* **Task**:
Would you please copy each line of the listing that mentions "roads"?

Start of Dataset extract

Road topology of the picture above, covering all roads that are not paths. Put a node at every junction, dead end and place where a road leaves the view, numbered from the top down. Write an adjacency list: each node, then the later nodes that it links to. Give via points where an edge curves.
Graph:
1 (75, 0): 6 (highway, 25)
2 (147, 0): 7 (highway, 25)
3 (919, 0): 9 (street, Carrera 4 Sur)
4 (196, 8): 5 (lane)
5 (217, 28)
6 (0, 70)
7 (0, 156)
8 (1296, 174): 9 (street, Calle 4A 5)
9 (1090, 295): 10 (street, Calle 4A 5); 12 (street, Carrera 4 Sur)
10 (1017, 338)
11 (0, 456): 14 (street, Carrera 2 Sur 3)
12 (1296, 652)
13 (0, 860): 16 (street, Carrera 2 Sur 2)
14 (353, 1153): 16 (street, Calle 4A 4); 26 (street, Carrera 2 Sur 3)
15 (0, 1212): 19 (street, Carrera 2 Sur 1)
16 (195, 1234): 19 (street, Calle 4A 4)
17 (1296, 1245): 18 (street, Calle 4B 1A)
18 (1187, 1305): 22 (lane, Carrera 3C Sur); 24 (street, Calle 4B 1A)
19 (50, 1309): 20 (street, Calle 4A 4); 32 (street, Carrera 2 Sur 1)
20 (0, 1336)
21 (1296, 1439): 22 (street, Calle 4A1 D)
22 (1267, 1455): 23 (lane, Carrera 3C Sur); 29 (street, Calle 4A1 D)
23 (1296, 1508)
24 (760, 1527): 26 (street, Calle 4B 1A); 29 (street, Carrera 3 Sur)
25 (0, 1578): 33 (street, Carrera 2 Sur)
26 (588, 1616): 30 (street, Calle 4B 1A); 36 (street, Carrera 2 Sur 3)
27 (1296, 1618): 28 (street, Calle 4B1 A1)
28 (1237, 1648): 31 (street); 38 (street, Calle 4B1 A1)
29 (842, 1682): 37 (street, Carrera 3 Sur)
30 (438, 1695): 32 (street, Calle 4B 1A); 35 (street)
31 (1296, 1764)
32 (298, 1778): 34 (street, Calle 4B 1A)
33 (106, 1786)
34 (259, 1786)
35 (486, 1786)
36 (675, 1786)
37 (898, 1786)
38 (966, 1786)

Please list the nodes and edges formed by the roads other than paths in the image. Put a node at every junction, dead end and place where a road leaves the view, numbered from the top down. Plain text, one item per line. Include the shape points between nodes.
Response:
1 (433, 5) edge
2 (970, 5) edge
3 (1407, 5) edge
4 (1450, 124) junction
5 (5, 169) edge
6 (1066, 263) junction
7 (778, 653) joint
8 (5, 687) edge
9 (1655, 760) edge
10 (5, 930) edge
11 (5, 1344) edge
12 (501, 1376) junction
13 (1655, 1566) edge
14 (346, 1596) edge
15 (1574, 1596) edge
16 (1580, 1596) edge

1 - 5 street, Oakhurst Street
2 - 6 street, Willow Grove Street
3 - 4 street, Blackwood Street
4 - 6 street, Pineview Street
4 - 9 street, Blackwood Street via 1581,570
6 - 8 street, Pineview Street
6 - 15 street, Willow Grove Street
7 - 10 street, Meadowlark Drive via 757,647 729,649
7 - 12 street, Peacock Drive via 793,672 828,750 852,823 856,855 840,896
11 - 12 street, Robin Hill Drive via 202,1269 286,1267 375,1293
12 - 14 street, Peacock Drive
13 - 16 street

End of Dataset extract

* **Completed task**:
Road topology of the picture above, covering all roads that are not paths. Put a node at every junction, dead end and place where a road leaves the view, numbered from the top down. Write an adjacency list: each node, then the later nodes that it links to. Give via points where an edge curves.
Please list the nodes and edges formed by the roads other than paths in the image. Put a node at every junction, dead end and place where a road leaves the view, numbered from the top down. Plain text, one item per line. Include the shape points between nodes.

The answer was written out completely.